Jennifer Publicover, executive VP and CEO of RBC Insurance
Jennifer Publicover (Photograph: May Truong, Hair and Makeup: Alanna Chelmick)

Jennifer Publicover

RBC Insurance

Title: Executive VP and CEO

Years in Job: 1.5

Location: Toronto

My dad was an investment adviser. I remember going into his office as a kid, and they didn’t have computers; they had a ticker machine on the floor. He introduced me to the world of markets, and I bought my first stock when I was five or six years old. And guess what stock it was? RBC.

I spent most of my career at Morgan Stanley in various roles. Sometimes when you grow up within an organization, it can be hard to convince those around you that you’ve evolved and are ready for further advancement. When I was up for managing director, I didn’t get the job, and the feedback I received wasn’t that I’d done the wrong thing or that I’d been lazy; it was that I wasn’t doing enough of what the guys were doing, like networking and promoting themselves. Meanwhile, I had my head down and was always working while also trying to balance the needs of my young family. I remember being devastated by that feedback.

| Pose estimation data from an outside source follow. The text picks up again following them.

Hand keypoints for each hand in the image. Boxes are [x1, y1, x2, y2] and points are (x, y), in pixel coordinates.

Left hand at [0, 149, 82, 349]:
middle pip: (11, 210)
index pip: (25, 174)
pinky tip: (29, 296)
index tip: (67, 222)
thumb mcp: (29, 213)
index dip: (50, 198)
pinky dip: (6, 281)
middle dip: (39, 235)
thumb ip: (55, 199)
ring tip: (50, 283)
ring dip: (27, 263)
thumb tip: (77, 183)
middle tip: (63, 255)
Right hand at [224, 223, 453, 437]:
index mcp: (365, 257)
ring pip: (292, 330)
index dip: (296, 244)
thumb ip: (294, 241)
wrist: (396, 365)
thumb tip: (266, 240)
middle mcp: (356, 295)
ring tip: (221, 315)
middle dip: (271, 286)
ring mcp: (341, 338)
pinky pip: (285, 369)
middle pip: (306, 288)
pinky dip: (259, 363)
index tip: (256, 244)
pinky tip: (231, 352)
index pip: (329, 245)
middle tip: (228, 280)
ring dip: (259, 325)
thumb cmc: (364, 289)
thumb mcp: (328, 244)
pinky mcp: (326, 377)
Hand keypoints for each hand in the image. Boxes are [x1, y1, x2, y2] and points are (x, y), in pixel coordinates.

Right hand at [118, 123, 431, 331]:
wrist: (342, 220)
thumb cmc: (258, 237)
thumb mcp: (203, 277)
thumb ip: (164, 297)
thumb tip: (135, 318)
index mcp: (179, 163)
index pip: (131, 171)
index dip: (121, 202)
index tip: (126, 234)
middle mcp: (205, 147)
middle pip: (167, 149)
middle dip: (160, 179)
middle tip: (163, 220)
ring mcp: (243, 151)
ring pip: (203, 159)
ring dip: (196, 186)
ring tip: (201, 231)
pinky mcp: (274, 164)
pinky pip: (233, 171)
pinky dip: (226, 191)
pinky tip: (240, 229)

After leaving Morgan Stanley, I spent three years running strategy and products for wealth management at RBC. To be honest, I wasn’t necessarily looking to be the CEO. But our last board chair, Kathleen Taylor, was very passionate about finding opportunities for women.

The first time I presented to the board of RBC, people around the table were sending me notes that said “You’ve got this; you’re gonna do a great job.” I didn’t experience that kind of support when I worked in the U.S. or in Europe, where there seemed to be deep-rooted views of women.

I’ve never had the sense that I shouldn’t be here. Still, for a long time in my career, I wasn’t great at saying what I wanted. Was I getting paid right? Was I getting the right assignments? But I’ve gotten more deliberate in advocating for myself, and my confidence in terms of what I bring to the table has increased.

I wish we had more women running companies in Canada. It’s good for business. Women tend to solicit a very broad set of stakeholders for feedback, which typically leads to more optimal decisions being made with more complete information. Women are also very comfortable making tough decisions, particularly when the interests of the collective are at stake.

I’m a big believer in setting bold goals. When I became CEO, I and my senior leadership team recognized that to grow our business and win in the future, we would need a much more ambitious strategy. That really energized and excited the team. We’re in an environment where change is happening so fast, and incrementalism is just not going to work. Setting bold goals—and then giving people the belief that they can achieve them—is the most important thing you can do as a leader.